Monday, May. 06, 1957

Roundhead on the Pike

The head of England's great Puritan, open mouth still drawn down in disapproval of a godless generation, glowered for a new master last week. Dr. Horace Wilkinson of Kettering, Northamptonshire, wondered what to do with a family heirloom left by his late father, Canon Horace Wilkinson, the pike-impaled head of Oliver Cromwell.

The Lord Protector's well-embalmed head has not had a reposeful history. In 1660, two years after the 59-year-old Cromwell died in his bed (of a fever), the House of Commons, full of the heady days of the Restoration and Charles II, directed that his body be disinterred and hanged. The cadaver dangled on a gibbet all day long on the twelfth anniversary of Charles I's execution, then was cut down and decapitated; the body was buried under the gallows at Tyburn (near London's present Marble Arch), the head stuck on a pike and displayed atop Westminster Hall. When a high wind blew it down after long exposure, a soldier carried it home and hid it.

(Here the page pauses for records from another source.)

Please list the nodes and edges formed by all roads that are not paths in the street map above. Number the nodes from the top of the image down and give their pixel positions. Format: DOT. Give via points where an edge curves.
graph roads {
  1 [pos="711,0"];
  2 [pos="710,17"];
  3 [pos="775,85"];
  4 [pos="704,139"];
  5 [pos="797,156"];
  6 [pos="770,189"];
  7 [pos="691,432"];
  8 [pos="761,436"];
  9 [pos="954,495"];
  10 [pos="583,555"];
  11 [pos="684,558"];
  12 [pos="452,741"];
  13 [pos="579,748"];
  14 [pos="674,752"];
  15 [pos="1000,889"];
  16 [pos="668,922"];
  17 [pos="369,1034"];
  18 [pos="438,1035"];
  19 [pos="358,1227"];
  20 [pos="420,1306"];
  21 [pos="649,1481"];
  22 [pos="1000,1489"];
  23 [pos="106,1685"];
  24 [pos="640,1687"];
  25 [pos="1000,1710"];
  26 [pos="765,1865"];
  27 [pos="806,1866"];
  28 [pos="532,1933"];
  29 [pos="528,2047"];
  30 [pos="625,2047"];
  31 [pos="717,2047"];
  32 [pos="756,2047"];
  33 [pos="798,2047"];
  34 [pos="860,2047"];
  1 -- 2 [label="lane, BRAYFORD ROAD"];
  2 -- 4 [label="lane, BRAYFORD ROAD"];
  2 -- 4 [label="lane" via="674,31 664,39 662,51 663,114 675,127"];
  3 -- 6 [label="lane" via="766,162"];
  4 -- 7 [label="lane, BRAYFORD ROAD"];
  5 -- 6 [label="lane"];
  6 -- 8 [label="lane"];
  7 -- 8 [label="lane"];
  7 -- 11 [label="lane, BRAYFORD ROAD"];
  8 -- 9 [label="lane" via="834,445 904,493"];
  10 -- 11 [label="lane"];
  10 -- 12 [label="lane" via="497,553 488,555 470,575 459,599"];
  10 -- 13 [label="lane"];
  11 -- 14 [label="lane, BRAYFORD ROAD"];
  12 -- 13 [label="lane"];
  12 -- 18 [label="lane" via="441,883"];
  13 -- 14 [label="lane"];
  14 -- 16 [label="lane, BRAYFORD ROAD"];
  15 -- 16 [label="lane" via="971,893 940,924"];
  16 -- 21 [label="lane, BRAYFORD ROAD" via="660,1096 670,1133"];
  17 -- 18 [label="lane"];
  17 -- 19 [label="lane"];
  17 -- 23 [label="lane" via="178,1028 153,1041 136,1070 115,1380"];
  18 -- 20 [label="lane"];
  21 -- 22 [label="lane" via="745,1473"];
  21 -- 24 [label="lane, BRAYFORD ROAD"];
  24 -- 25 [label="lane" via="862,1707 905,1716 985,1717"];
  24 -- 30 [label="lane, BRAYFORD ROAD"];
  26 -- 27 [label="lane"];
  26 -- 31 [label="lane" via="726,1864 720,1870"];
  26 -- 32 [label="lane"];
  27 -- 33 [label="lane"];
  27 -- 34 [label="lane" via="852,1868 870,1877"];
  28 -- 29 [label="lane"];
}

Three generations later Cromwell's head belonged to the soldier's granddaughter's husband--a second-rate actor named Samuel Russell, who sold it to a jeweler, who sold it (for -L-230) to a syndicate, for public exhibition. In the early igih century Josiah Henry Wilkinson picked it up at the bargain price of -L-100. It eventually came down through the family to the canon, who kept it at the foot of his bed, in a box on which his cat used to sleep, and showed the relic off to visitors as an effective conversation piece.

Is it really Cromwell's head? It looks like him--to the reddish beard and mustache and the wart over the right eyebrow. Scholars who examined it at the Royal Archaeological Institute believed it to be genuine. In Canon Wilkinson's house last week the old Roundhead rested in its oaken box. No one seemed disposed to demand burial.